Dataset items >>

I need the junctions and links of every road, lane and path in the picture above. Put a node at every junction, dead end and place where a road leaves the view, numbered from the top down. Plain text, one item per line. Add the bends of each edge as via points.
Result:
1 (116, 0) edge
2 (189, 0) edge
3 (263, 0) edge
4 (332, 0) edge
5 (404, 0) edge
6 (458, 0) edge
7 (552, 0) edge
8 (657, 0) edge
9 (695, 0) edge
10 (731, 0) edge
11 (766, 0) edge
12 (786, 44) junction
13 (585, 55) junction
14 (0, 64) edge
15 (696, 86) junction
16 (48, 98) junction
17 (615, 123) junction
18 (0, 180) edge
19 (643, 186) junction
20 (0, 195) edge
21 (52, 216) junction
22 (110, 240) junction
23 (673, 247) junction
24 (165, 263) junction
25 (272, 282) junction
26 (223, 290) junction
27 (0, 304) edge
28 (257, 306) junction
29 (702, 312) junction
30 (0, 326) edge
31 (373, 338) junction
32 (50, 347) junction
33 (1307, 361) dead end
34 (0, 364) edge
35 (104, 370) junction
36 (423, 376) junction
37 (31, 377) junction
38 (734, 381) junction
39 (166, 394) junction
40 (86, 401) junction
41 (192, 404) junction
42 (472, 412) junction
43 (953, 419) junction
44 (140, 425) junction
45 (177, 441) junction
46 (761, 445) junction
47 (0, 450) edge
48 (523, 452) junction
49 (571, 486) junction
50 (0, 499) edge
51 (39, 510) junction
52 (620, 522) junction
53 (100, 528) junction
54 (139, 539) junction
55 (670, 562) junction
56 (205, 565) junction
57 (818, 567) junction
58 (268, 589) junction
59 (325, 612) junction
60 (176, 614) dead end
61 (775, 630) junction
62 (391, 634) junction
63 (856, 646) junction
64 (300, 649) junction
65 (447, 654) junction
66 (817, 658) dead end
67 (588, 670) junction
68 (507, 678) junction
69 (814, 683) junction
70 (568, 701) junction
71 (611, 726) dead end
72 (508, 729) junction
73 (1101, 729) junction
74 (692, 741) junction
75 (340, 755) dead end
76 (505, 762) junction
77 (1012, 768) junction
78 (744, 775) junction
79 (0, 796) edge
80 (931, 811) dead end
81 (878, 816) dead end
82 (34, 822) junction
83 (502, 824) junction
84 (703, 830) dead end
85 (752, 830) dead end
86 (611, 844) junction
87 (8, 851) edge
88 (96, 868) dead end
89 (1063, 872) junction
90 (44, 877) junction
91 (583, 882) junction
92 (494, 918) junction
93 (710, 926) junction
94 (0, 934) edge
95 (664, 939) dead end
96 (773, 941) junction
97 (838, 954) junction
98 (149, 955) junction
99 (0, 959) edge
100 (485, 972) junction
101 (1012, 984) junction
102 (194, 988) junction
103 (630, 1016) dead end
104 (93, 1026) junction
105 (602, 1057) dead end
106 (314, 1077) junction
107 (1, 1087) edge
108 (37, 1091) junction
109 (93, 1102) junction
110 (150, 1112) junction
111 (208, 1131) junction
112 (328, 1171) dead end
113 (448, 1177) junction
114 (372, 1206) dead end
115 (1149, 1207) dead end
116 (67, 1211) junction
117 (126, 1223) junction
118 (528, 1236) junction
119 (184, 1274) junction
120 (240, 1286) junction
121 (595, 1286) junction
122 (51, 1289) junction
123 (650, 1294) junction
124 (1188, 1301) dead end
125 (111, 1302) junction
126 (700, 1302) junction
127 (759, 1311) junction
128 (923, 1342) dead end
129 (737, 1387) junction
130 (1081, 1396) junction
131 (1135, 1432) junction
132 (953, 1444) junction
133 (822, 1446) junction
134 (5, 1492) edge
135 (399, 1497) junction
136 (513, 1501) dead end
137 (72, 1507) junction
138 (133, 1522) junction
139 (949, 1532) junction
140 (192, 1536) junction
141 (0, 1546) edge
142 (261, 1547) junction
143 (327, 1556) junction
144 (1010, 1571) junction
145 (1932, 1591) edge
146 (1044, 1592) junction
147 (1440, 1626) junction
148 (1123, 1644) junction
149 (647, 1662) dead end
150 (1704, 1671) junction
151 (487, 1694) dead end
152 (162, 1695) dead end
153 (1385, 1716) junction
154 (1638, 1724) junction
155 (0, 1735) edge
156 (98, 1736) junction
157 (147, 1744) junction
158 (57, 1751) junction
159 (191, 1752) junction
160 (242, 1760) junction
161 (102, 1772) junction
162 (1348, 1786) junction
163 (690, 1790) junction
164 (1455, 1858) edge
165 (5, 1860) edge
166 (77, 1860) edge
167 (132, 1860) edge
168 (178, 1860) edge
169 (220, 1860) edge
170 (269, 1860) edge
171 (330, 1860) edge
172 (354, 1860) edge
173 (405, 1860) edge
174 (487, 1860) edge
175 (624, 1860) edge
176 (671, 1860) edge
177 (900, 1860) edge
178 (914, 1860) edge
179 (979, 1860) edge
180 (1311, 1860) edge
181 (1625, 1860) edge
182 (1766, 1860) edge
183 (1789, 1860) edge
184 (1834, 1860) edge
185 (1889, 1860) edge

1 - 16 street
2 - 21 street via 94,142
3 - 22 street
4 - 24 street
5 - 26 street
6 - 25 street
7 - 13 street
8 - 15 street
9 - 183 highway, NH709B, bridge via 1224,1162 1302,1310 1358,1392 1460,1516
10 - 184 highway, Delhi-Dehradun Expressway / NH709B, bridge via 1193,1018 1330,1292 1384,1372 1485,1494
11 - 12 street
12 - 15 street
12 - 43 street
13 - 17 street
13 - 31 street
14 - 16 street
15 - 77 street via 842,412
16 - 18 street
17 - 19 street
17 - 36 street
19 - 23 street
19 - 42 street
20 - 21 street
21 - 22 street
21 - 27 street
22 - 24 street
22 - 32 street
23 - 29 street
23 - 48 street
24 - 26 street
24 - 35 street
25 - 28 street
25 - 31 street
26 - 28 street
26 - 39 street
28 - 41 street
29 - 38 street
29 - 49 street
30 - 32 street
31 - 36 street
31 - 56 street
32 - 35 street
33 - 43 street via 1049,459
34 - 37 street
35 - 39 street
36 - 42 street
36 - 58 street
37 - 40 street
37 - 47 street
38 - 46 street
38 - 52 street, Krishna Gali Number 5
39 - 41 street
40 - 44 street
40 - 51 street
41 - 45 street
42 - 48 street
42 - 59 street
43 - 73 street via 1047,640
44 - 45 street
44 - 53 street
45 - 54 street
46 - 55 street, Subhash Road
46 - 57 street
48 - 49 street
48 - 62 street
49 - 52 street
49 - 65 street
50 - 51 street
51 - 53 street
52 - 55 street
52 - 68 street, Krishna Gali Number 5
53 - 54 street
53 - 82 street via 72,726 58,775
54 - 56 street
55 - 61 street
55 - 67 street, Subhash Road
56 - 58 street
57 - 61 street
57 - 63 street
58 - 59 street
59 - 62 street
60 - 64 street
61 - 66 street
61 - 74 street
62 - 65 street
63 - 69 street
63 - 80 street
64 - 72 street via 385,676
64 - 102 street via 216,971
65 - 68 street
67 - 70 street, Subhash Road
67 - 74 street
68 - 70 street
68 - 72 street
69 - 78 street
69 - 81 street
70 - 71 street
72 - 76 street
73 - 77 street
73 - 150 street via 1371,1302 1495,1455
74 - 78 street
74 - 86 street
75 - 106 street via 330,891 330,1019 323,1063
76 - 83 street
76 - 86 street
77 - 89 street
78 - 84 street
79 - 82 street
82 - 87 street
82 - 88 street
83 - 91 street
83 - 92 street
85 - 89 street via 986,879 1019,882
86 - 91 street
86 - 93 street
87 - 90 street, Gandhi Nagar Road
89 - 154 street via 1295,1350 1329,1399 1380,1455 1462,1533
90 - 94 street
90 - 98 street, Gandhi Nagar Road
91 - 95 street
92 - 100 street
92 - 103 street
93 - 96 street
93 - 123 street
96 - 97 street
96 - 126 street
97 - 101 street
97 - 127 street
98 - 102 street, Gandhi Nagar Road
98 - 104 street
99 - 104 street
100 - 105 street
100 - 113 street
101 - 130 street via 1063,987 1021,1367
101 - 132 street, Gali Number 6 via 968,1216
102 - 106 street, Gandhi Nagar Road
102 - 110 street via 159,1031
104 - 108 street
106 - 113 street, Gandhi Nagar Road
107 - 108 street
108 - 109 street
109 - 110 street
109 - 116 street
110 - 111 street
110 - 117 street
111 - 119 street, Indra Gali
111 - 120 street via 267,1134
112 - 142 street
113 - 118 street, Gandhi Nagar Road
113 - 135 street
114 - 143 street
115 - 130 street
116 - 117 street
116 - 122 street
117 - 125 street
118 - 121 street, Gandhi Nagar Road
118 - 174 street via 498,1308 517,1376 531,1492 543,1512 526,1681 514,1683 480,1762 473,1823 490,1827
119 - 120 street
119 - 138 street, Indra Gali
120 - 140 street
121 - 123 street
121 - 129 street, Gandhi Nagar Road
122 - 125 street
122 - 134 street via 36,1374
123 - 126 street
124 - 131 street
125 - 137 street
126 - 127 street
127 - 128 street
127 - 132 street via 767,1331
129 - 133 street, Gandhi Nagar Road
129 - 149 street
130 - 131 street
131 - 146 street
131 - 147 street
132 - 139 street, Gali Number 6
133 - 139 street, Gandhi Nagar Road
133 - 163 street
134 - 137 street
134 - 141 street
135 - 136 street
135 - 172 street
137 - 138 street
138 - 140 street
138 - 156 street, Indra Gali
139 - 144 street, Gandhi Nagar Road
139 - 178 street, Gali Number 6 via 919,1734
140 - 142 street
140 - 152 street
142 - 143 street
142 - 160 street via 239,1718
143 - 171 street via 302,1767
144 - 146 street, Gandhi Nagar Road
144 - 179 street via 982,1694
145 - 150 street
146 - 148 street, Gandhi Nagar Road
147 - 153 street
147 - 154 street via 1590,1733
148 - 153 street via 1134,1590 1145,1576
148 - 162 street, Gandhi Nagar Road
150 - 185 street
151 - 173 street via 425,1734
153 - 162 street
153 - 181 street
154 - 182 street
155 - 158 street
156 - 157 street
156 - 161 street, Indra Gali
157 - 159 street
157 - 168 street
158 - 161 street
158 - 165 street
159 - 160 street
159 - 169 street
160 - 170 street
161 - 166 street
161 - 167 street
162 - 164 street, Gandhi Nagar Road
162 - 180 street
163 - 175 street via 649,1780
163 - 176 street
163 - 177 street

ABOUT THIS EXERCISE >> Lines holding the word "Gali" are the answer; copy each one from the records above.

TASK RESULT >>
38 - 52 street, Krishna Gali Number 5
52 - 68 street, Krishna Gali Number 5
101 - 132 street, Gali Number 6 via 968,1216
111 - 119 street, Indra Gali
119 - 138 street, Indra Gali
132 - 139 street, Gali Number 6
138 - 156 street, Indra Gali
139 - 178 street, Gali Number 6 via 919,1734
156 - 161 street, Indra Gali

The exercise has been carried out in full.